:: Records shown ::
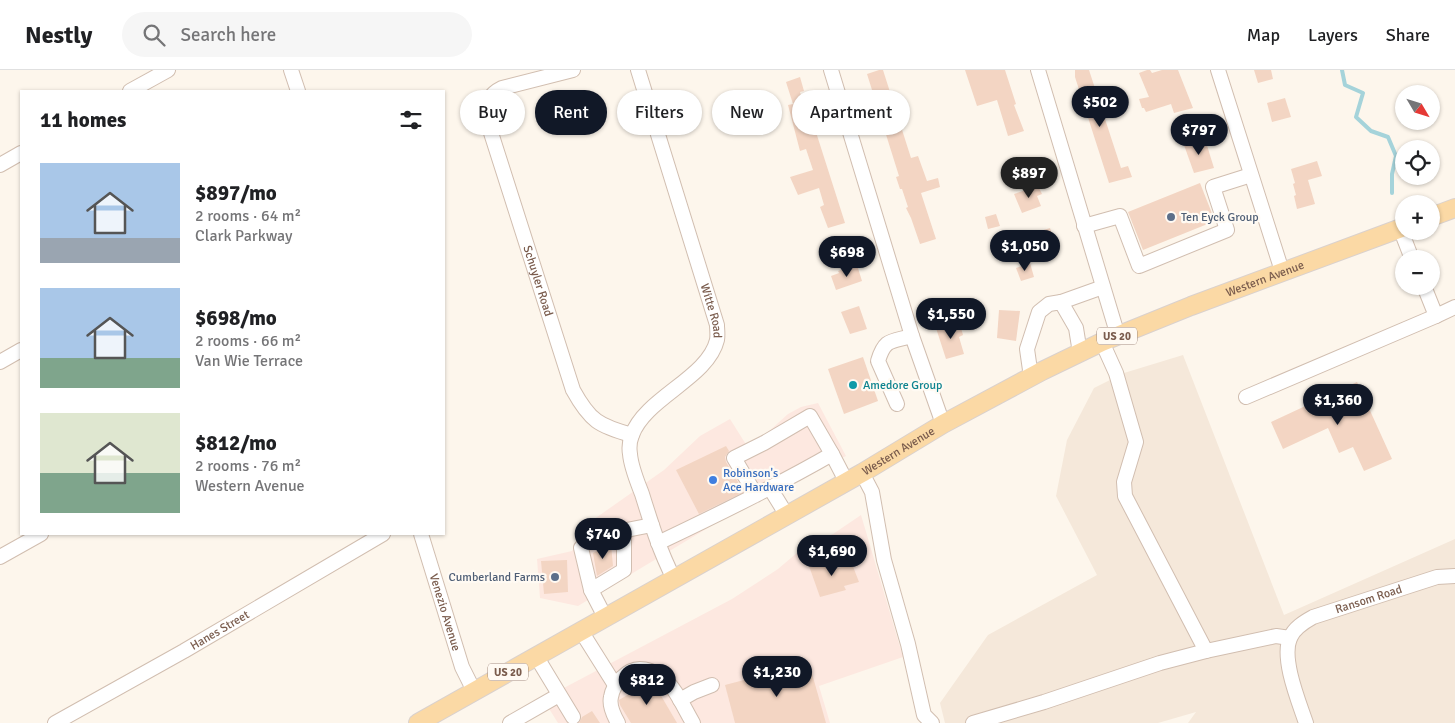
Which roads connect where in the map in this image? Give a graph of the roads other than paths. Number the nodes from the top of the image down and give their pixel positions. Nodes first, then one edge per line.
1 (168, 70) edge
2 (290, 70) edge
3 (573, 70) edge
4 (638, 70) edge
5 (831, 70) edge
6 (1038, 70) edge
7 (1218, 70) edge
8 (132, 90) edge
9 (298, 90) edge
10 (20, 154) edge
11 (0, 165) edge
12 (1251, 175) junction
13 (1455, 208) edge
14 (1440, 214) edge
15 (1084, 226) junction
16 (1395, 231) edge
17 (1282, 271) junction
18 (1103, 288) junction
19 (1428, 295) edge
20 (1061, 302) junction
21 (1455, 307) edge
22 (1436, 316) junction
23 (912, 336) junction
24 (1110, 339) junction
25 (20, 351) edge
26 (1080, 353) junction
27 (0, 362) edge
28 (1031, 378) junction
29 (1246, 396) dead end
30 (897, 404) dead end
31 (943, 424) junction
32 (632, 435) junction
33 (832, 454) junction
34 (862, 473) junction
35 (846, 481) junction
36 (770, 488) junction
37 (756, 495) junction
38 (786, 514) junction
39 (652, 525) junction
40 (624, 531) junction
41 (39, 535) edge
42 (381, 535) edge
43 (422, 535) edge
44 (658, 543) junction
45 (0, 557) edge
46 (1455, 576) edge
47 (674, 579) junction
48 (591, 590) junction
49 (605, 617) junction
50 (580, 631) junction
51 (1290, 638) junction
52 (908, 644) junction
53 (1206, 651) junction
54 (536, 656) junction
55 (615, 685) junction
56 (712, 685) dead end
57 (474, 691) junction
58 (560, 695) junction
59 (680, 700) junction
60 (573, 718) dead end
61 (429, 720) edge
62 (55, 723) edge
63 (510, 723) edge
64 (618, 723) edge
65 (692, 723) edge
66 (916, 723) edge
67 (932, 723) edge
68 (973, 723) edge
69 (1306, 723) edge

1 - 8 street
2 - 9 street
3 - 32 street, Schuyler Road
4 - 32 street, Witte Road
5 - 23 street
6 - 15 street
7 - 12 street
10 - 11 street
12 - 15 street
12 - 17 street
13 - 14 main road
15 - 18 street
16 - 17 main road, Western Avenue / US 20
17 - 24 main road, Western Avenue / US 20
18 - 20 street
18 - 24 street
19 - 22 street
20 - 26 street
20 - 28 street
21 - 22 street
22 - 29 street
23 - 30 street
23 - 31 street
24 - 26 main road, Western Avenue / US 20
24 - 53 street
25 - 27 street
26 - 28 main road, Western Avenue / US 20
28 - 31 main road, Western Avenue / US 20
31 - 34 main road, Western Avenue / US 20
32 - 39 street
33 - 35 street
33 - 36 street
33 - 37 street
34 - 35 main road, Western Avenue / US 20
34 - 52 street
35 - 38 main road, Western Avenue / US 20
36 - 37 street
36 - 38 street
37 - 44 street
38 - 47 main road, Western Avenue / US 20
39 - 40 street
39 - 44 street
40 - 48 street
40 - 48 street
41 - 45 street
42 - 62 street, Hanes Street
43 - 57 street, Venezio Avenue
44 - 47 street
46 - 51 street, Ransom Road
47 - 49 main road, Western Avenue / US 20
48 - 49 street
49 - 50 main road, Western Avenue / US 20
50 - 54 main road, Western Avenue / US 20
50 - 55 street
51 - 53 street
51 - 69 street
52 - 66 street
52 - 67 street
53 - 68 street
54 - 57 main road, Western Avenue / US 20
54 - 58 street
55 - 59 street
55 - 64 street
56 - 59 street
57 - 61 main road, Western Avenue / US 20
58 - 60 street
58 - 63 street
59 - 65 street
:::
:: Records shown ::
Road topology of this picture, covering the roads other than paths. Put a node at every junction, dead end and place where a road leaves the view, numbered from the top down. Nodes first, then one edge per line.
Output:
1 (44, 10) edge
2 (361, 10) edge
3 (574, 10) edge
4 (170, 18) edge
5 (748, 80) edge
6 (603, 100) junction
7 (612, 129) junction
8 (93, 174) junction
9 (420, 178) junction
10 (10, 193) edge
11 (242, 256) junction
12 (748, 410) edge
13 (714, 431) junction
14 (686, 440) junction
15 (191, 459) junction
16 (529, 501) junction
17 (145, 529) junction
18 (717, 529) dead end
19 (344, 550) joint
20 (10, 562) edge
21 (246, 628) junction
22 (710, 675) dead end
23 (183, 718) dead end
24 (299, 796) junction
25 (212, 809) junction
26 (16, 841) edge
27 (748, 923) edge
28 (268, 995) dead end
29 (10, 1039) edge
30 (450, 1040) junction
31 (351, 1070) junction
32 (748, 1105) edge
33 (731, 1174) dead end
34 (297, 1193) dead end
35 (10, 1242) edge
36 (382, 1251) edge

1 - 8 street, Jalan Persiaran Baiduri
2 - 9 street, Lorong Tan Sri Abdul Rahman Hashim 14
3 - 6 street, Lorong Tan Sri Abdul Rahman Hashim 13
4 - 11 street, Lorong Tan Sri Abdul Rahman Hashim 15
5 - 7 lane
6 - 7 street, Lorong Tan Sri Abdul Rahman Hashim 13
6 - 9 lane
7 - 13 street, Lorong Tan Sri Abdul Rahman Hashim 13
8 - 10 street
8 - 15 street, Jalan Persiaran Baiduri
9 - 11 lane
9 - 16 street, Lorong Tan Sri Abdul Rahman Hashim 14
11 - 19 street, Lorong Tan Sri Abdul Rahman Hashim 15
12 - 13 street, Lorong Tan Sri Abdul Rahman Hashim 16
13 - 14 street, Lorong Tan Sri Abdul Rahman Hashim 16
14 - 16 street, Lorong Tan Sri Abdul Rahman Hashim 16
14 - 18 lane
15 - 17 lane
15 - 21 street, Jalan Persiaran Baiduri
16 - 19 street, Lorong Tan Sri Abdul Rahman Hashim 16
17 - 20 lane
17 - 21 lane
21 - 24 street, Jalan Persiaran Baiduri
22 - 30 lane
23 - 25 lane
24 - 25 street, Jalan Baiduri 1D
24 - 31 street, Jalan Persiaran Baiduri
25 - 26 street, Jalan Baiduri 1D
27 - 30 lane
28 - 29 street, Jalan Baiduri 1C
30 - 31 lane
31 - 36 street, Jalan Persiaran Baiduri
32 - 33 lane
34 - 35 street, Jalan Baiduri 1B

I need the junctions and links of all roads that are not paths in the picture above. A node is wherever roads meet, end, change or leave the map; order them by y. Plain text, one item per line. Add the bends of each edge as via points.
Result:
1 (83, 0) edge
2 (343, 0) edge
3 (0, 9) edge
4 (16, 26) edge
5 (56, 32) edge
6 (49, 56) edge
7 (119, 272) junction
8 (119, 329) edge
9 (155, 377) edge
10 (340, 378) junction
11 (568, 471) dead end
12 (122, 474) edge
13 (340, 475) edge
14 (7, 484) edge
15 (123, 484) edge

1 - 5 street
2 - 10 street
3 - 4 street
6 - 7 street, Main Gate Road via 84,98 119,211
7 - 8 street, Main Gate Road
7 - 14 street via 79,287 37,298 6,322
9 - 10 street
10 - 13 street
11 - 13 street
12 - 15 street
:::
What is needed:
Go through the records above and return each line in which the word "down" occurs.

Task solution:
Which roads connect where in the map in this image? Give a graph of the roads other than paths. Number the nodes from the top of the image down and give their pixel positions. Nodes first, then one edge per line.
Road topology of this picture, covering the roads other than paths. Put a node at every junction, dead end and place where a road leaves the view, numbered from the top down. Nodes first, then one edge per line.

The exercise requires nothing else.